Problem description
Where the word "Tapos" occurs in a line of the listing below, copy that line.
━━━ Data for this exercise
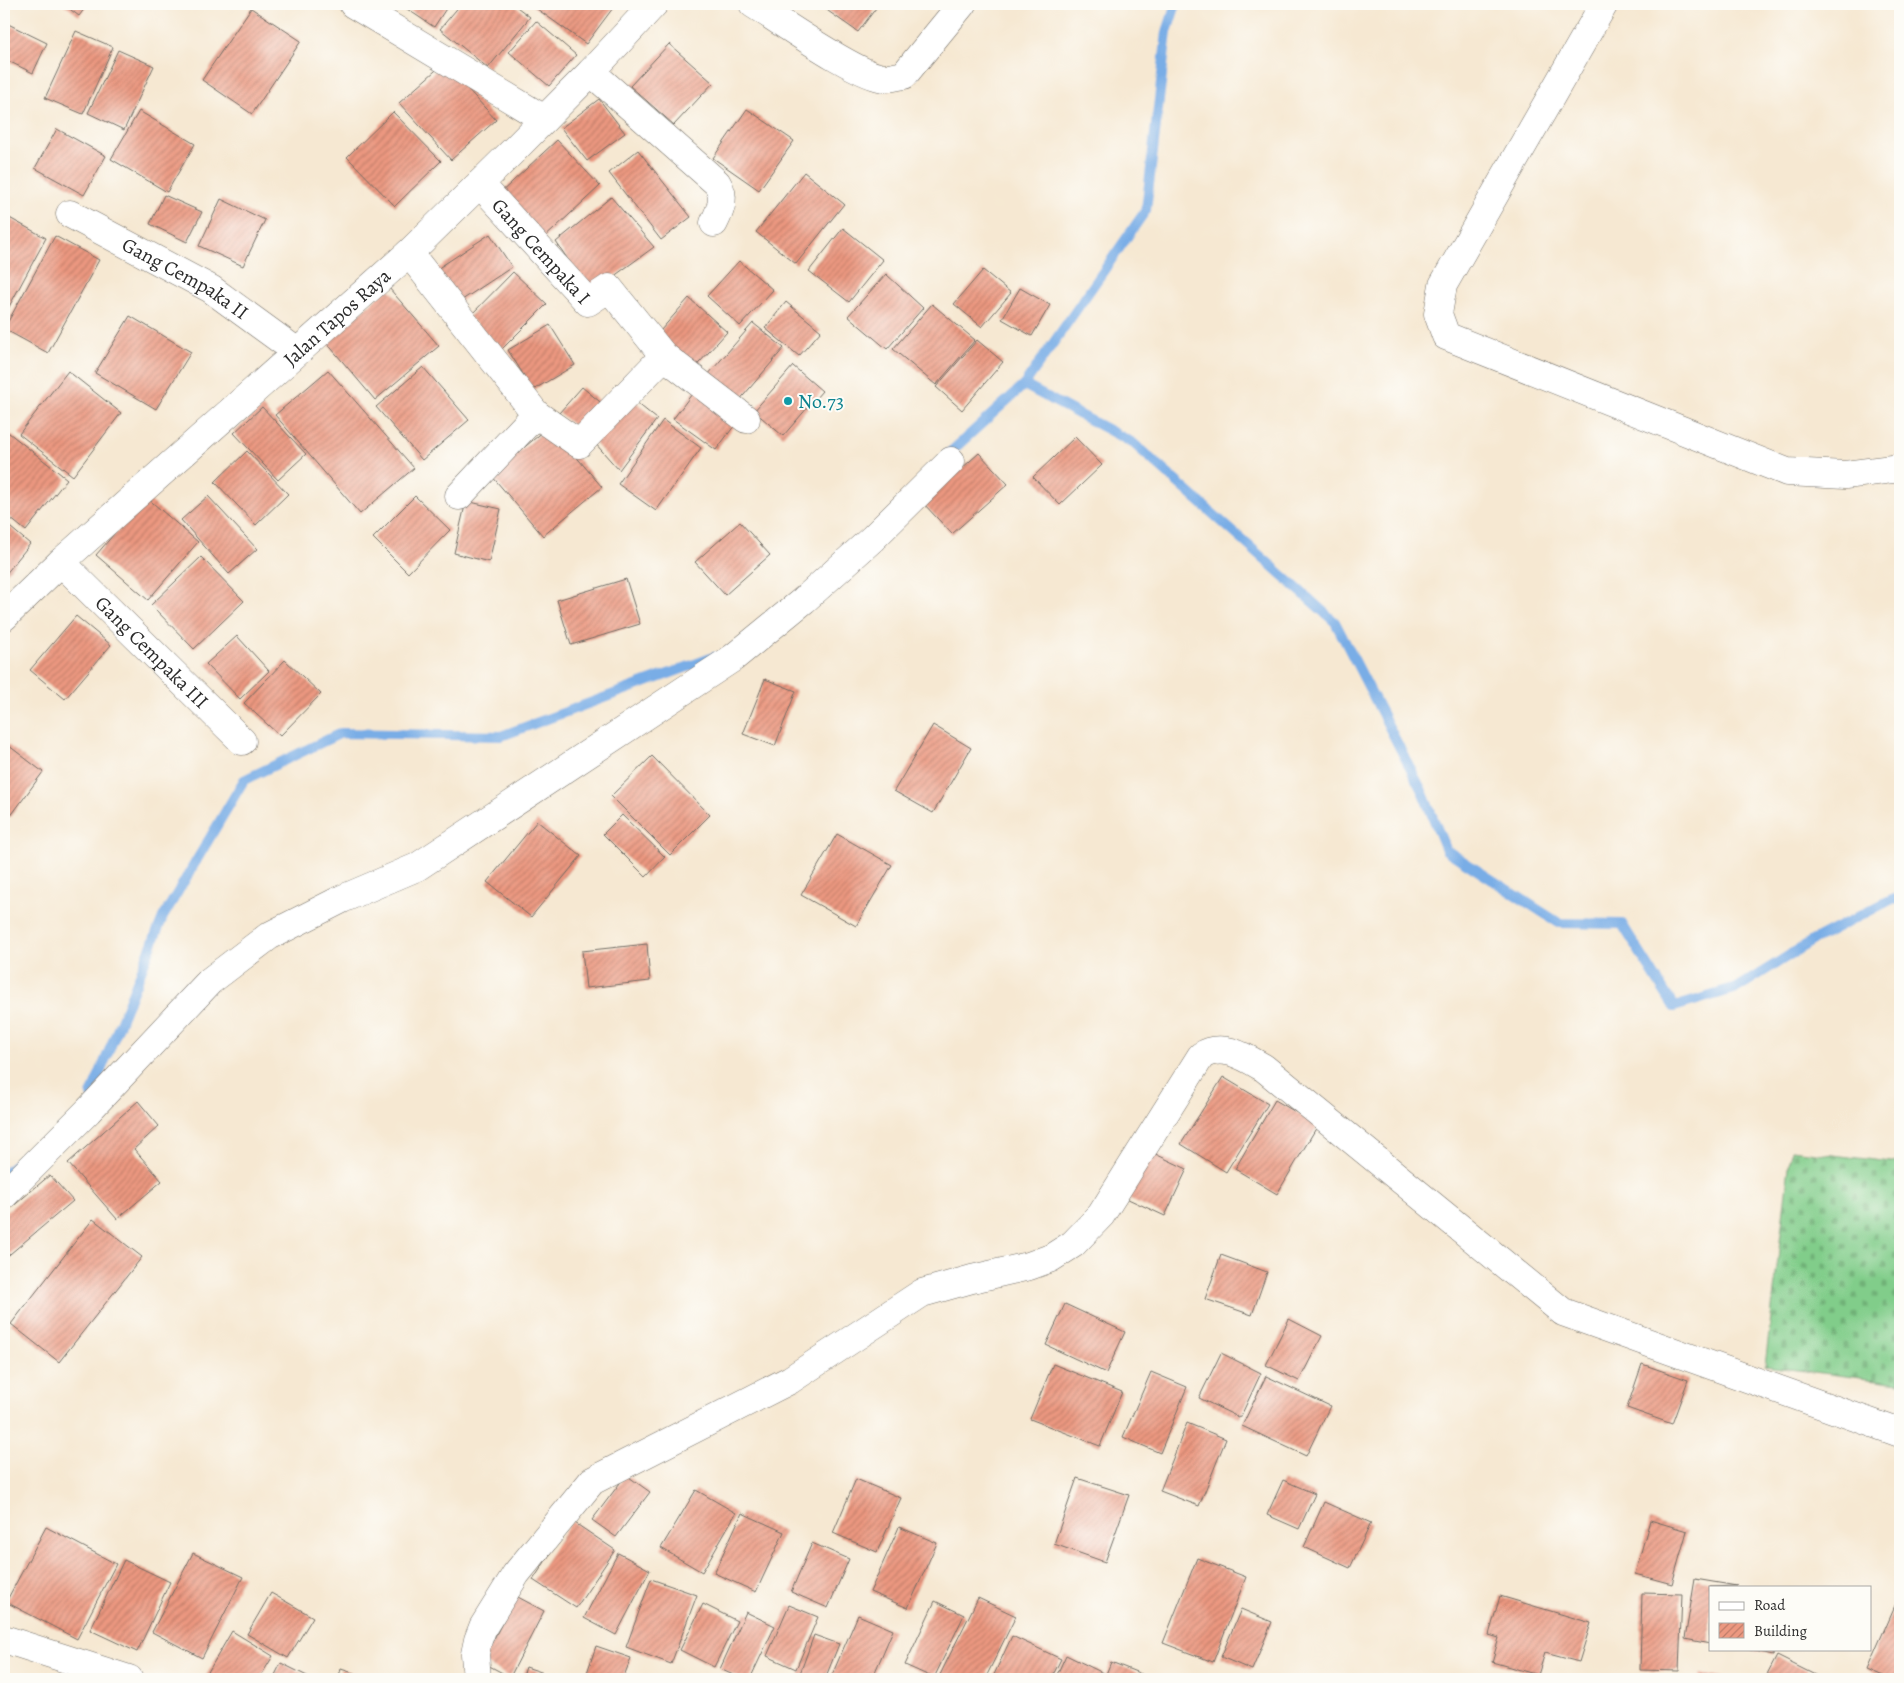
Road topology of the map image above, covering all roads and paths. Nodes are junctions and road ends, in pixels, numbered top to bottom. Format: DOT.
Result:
graph roads {
  1 [pos="353,4"];
  2 [pos="654,4"];
  3 [pos="753,4"];
  4 [pos="962,4"];
  5 [pos="1604,4"];
  6 [pos="591,72"];
  7 [pos="544,120"];
  8 [pos="480,184"];
  9 [pos="70,214"];
  10 [pos="714,223"];
  11 [pos="409,252"];
  12 [pos="296,351"];
  13 [pos="664,356"];
  14 [pos="536,414"];
  15 [pos="746,419"];
  16 [pos="951,461"];
  17 [pos="1900,468"];
  18 [pos="459,496"];
  19 [pos="61,562"];
  20 [pos="8,605"];
  21 [pos="242,741"];
  22 [pos="4,1195"];
  23 [pos="1900,1434"];
  24 [pos="4,1639"];
  25 [pos="129,1679"];
  26 [pos="477,1679"];
  1 -- 7 [label="street"];
  2 -- 6 [label="street, Jalan Tapos Raya"];
  3 -- 4 [label="street"];
  5 -- 17 [label="street"];
  6 -- 7 [label="street, Jalan Tapos Raya"];
  6 -- 10 [label="street"];
  7 -- 8 [label="street, Jalan Tapos Raya"];
  8 -- 11 [label="street, Jalan Tapos Raya"];
  8 -- 13 [label="street, Gang Cempaka I"];
  9 -- 12 [label="street, Gang Cempaka II"];
  11 -- 12 [label="street, Jalan Tapos Raya"];
  11 -- 14 [label="street"];
  12 -- 19 [label="street, Jalan Tapos Raya"];
  13 -- 14 [label="street"];
  13 -- 15 [label="street, Gang Cempaka I"];
  14 -- 18 [label="street"];
  16 -- 22 [label="street"];
  19 -- 20 [label="street, Jalan Tapos Raya"];
  19 -- 21 [label="street, Gang Cempaka III"];
  23 -- 26 [label="street"];
  24 -- 25 [label="street"];
}
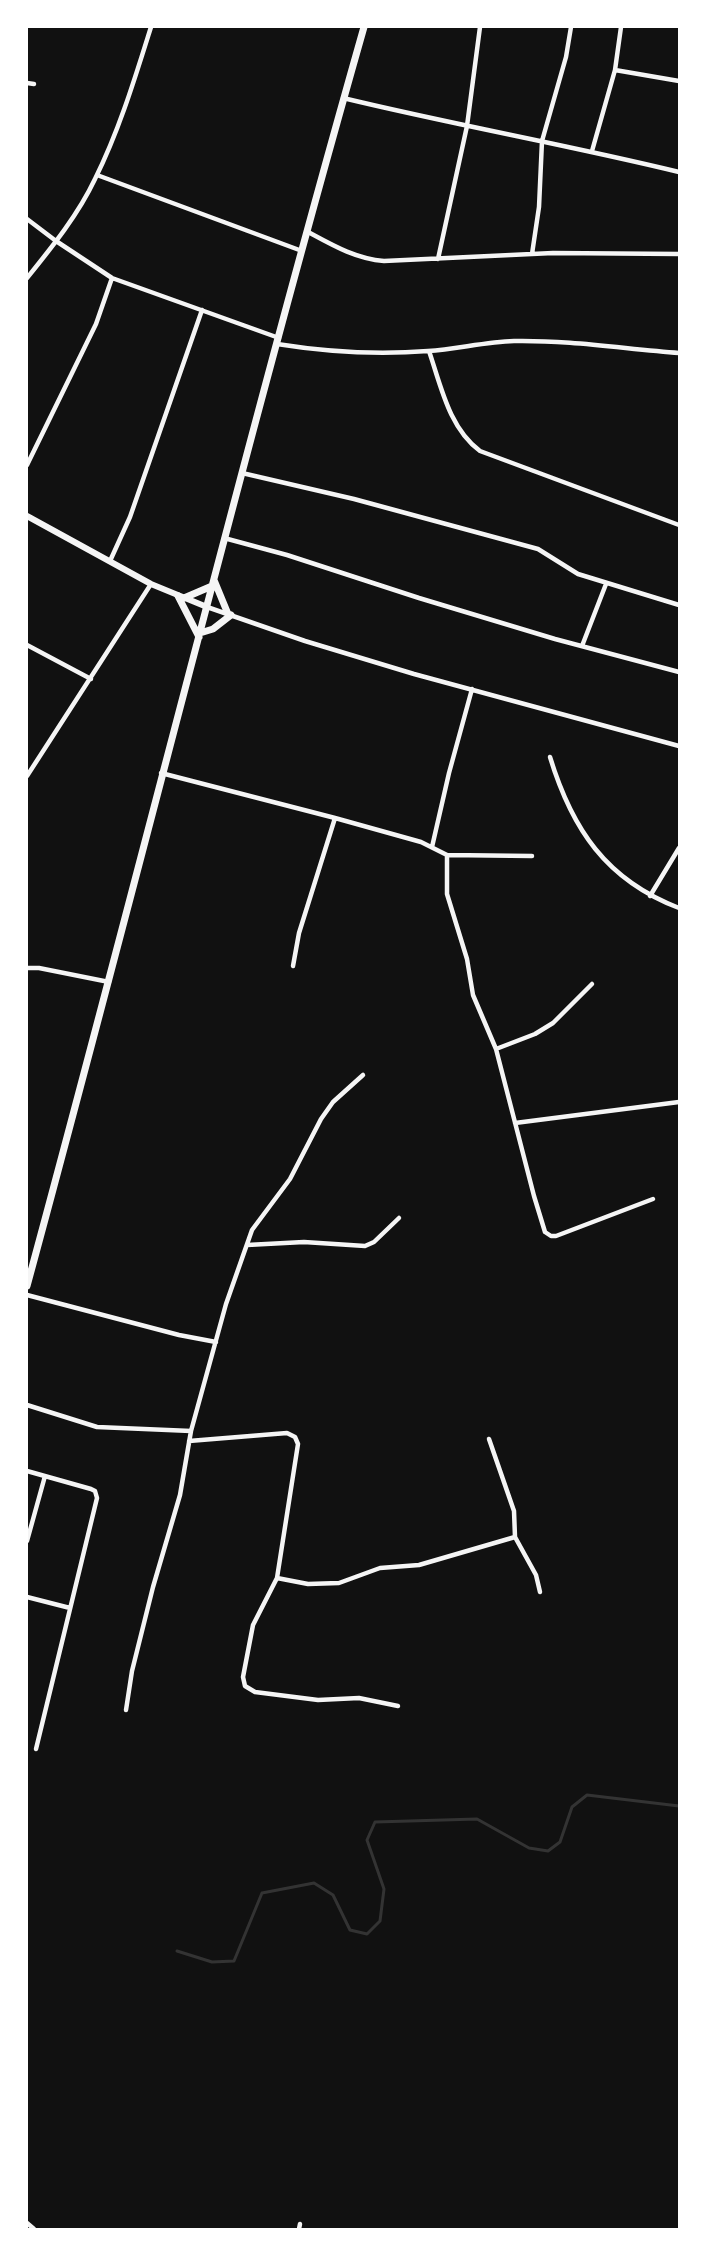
━━━━━━
Worked solution
  2 -- 6 [label="street, Jalan Tapos Raya"];
  6 -- 7 [label="street, Jalan Tapos Raya"];
  7 -- 8 [label="street, Jalan Tapos Raya"];
  8 -- 11 [label="street, Jalan Tapos Raya"];
  11 -- 12 [label="street, Jalan Tapos Raya"];
  12 -- 19 [label="street, Jalan Tapos Raya"];
  19 -- 20 [label="street, Jalan Tapos Raya"];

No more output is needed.